=== Section Start ===

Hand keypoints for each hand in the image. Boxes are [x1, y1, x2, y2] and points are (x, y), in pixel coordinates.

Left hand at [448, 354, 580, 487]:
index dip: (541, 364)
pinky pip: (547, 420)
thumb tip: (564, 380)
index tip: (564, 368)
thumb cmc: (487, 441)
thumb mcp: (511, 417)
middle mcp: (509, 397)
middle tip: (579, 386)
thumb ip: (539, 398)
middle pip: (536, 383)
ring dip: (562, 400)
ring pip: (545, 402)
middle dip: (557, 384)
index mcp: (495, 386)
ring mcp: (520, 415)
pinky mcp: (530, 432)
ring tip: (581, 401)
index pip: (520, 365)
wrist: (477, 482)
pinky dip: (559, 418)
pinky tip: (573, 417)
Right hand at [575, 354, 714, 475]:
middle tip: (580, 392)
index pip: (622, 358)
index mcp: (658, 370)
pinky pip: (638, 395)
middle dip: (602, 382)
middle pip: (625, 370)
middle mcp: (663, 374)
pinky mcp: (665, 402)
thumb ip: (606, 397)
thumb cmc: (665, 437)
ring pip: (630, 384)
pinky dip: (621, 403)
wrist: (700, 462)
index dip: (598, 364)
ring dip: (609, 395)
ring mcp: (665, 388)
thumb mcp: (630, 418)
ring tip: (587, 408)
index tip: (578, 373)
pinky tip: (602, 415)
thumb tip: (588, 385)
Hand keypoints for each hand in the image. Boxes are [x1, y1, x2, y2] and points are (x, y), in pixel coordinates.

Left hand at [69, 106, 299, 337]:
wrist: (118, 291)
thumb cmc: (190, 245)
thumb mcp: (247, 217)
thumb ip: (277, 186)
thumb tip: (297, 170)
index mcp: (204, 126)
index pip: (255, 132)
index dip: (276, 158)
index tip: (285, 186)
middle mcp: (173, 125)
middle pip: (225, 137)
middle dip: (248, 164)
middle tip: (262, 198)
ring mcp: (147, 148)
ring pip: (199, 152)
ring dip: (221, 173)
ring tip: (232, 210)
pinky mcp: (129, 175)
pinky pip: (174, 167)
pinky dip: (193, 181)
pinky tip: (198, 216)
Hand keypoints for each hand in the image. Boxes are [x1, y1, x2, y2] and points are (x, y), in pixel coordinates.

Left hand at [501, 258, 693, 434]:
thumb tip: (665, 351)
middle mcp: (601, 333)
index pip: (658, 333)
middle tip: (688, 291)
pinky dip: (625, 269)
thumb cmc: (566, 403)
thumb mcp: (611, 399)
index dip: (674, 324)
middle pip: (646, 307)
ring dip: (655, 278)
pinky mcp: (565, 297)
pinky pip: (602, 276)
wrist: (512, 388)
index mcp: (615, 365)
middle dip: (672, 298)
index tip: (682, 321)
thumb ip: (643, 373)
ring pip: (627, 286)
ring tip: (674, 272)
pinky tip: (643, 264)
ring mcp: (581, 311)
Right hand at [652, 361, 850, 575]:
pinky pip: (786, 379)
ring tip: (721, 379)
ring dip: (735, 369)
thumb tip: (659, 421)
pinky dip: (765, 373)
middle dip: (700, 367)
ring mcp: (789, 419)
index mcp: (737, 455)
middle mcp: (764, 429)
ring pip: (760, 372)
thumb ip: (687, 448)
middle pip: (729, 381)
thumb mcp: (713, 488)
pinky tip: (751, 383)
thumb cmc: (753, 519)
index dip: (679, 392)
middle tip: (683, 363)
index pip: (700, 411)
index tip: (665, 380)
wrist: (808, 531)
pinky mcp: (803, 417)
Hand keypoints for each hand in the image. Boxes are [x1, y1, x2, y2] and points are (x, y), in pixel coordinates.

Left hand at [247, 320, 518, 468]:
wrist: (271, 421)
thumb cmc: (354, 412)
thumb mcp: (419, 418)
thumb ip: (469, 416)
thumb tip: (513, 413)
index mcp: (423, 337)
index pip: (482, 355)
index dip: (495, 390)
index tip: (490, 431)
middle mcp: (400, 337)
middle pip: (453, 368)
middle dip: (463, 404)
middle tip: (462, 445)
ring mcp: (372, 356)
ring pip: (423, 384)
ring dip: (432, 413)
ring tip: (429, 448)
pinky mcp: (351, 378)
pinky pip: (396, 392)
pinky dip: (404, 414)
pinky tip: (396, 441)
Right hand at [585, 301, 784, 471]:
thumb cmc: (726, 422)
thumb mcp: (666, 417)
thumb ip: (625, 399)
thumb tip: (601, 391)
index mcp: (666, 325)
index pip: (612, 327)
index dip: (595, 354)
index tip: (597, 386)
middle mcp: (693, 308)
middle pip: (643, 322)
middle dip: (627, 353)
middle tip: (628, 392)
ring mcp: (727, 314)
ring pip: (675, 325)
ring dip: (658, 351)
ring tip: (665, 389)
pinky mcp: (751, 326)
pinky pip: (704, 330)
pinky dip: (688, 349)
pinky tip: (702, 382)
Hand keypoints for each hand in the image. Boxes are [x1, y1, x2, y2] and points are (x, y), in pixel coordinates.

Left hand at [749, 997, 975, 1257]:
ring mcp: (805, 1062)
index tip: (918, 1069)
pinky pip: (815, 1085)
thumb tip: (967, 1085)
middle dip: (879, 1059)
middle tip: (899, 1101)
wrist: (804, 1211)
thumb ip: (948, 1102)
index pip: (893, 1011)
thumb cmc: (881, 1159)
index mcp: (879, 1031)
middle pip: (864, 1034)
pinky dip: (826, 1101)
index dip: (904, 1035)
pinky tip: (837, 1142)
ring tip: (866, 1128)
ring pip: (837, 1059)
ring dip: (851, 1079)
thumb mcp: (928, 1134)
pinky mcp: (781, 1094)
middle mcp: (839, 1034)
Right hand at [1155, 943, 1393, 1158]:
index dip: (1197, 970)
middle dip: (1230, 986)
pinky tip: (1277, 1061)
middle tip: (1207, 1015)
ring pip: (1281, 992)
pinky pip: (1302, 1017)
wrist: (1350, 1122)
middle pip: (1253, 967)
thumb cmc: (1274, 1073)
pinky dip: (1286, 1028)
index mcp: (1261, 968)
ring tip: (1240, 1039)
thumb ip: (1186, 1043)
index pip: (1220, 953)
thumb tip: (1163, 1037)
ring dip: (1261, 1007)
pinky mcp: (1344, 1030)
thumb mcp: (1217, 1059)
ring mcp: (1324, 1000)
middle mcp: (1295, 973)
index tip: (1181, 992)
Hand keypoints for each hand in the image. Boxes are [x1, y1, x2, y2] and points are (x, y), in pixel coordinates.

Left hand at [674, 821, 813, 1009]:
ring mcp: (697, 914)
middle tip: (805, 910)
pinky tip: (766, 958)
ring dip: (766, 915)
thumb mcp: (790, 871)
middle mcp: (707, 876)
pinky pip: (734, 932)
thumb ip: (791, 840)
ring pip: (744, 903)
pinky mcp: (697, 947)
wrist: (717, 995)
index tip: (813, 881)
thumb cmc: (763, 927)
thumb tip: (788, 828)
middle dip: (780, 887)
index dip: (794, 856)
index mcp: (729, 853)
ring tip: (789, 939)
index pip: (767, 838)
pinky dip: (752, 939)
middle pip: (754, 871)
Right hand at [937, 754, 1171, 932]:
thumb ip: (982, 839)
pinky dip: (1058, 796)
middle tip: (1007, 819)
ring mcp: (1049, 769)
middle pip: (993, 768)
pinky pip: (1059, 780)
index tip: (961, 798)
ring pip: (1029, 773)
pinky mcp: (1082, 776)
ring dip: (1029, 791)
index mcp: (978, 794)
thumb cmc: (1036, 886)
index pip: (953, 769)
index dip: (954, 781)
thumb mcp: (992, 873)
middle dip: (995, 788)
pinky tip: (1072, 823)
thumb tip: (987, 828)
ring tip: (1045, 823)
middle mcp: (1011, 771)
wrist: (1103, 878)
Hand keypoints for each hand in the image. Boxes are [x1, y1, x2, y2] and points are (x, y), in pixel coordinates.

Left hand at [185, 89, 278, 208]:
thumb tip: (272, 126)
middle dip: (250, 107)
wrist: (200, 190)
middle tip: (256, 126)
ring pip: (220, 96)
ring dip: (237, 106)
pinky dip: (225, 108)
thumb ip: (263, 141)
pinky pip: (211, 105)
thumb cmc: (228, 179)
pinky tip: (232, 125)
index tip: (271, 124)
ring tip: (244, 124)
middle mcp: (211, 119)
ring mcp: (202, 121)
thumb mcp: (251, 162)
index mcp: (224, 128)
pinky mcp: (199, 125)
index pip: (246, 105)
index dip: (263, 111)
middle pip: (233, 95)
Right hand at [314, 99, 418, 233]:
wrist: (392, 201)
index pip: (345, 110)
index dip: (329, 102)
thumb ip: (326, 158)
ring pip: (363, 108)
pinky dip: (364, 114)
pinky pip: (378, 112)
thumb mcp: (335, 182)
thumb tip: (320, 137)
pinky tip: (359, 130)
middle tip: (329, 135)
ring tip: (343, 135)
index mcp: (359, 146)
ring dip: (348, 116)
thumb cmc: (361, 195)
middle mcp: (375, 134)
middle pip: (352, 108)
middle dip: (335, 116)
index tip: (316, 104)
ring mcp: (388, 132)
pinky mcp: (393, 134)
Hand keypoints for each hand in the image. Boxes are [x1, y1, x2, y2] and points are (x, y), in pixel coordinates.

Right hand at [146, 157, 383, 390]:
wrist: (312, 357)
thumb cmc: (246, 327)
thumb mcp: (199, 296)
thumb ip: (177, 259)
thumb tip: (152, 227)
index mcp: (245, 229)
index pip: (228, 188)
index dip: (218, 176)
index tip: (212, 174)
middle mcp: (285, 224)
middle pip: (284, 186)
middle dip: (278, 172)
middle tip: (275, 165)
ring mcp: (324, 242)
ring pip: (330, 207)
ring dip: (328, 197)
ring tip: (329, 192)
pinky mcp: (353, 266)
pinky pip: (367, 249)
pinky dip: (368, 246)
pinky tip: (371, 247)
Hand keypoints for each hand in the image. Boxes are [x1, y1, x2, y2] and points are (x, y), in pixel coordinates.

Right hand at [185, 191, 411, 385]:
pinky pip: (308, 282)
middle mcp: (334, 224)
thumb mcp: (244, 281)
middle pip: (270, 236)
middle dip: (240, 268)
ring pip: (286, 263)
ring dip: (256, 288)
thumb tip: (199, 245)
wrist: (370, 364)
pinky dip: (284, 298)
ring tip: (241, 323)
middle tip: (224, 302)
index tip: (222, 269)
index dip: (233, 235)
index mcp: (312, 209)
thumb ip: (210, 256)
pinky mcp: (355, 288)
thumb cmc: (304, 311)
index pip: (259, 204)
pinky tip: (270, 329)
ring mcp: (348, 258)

=== Section End ===

_WHAT NEEDS TO BE DONE_:
Extract all lines from the data in which "Left" is found.

_WRITTEN ANSWER_:
Left hand at [448, 354, 580, 487]:
Left hand at [69, 106, 299, 337]:
Left hand at [501, 258, 693, 434]:
Left hand at [247, 320, 518, 468]:
Left hand at [749, 997, 975, 1257]:
Left hand at [674, 821, 813, 1009]:
Left hand at [185, 89, 278, 208]:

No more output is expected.